Collected data
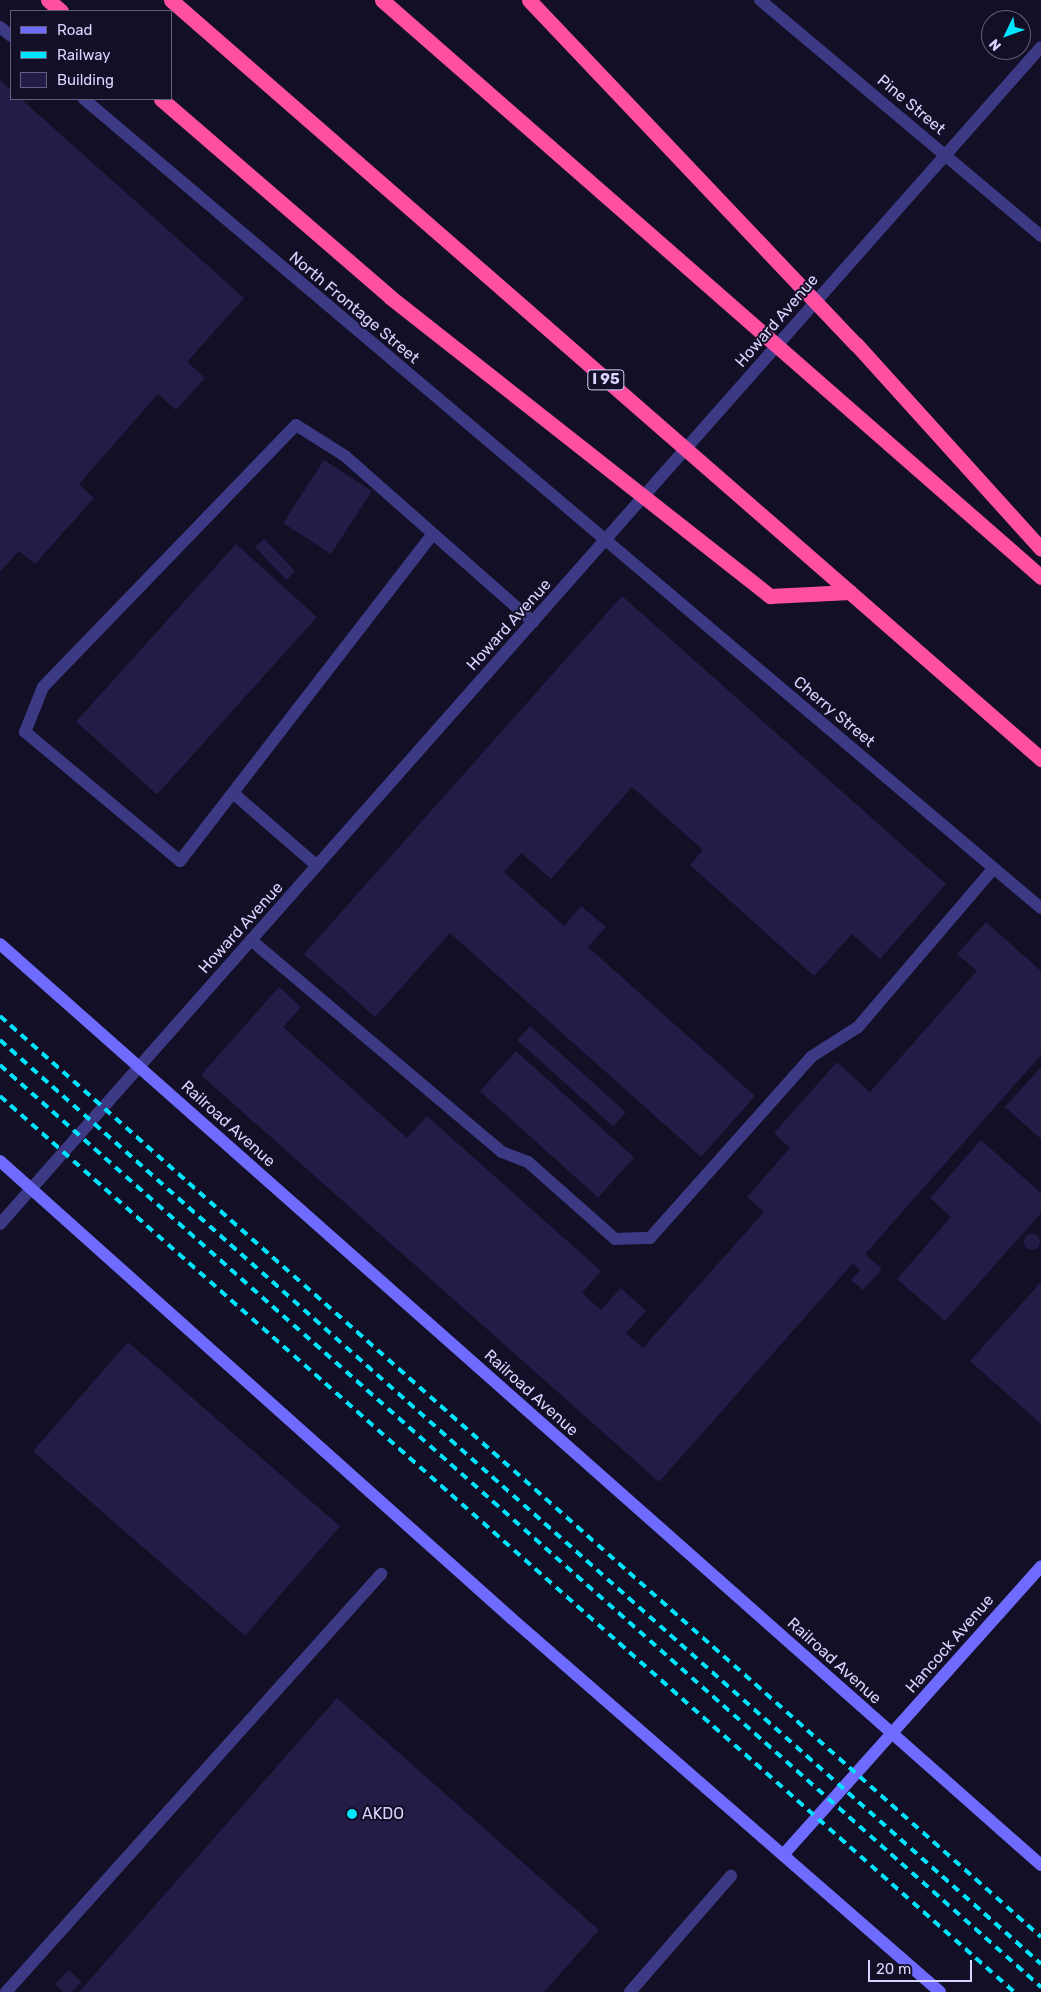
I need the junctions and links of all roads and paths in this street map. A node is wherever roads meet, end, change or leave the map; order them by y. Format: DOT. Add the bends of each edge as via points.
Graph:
graph roads {
  1 [pos="48,0"];
  2 [pos="171,0"];
  3 [pos="382,0"];
  4 [pos="530,0"];
  5 [pos="760,0"];
  6 [pos="60,10"];
  7 [pos="0,27"];
  8 [pos="10,35"];
  9 [pos="1041,47"];
  10 [pos="85,100"];
  11 [pos="162,100"];
  12 [pos="945,155"];
  13 [pos="1041,236"];
  14 [pos="432,535"];
  15 [pos="606,540"];
  16 [pos="1041,549"];
  17 [pos="1041,576"];
  18 [pos="850,592"];
  19 [pos="534,622"];
  20 [pos="1041,760"];
  21 [pos="233,793"];
  22 [pos="317,866"];
  23 [pos="994,868"];
  24 [pos="1041,908"];
  25 [pos="251,940"];
  26 [pos="0,944"];
  27 [pos="139,1067"];
  28 [pos="0,1161"];
  29 [pos="31,1188"];
  30 [pos="0,1224"];
  31 [pos="1041,1566"];
  32 [pos="381,1574"];
  33 [pos="892,1735"];
  34 [pos="783,1855"];
  35 [pos="1041,1865"];
  36 [pos="731,1876"];
  37 [pos="6,1992"];
  38 [pos="630,1992"];
  39 [pos="940,1992"];
  1 -- 6 [label="highway"];
  2 -- 18 [label="highway, I 95"];
  3 -- 17 [label="highway"];
  4 -- 16 [label="highway" via="776,258"];
  5 -- 12 [label="street, Pine Street"];
  7 -- 8 [label="street"];
  9 -- 12 [label="street, Howard Avenue"];
  10 -- 15 [label="street, North Frontage Street"];
  11 -- 18 [label="highway" via="390,297 770,596"];
  12 -- 13 [label="street, Pine Street"];
  12 -- 15 [label="street, Howard Avenue"];
  14 -- 19 [label="street"];
  14 -- 21 [label="street"];
  14 -- 21 [label="street" via="345,456 296,425 43,687 26,732 180,861"];
  15 -- 19 [label="street, Howard Avenue"];
  15 -- 23 [label="street, Cherry Street"];
  18 -- 20 [label="highway, I 95"];
  19 -- 22 [label="street, Howard Avenue"];
  21 -- 22 [label="street"];
  22 -- 25 [label="street, Howard Avenue"];
  23 -- 24 [label="street, Cherry Street"];
  23 -- 25 [label="street" via="858,1027 811,1057 650,1238 615,1240 528,1162 502,1152"];
  25 -- 27 [label="street, Howard Avenue"];
  26 -- 27 [label="street, Railroad Avenue"];
  27 -- 29 [label="street, Howard Avenue"];
  27 -- 33 [label="street, Railroad Avenue"];
  28 -- 29 [label="street"];
  29 -- 30 [label="street, Howard Avenue"];
  29 -- 34 [label="street"];
  31 -- 33 [label="street, Hancock Avenue"];
  32 -- 37 [label="street"];
  33 -- 34 [label="street, Hancock Avenue"];
  33 -- 35 [label="street, Railroad Avenue"];
  34 -- 39 [label="street"];
  36 -- 38 [label="street"];
}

Work instruction
All lines holding the word "highway" must be copied from the data.

Answer to the exercise
  1 -- 6 [label="highway"];
  2 -- 18 [label="highway, I 95"];
  3 -- 17 [label="highway"];
  4 -- 16 [label="highway" via="776,258"];
  11 -- 18 [label="highway" via="390,297 770,596"];
  18 -- 20 [label="highway, I 95"];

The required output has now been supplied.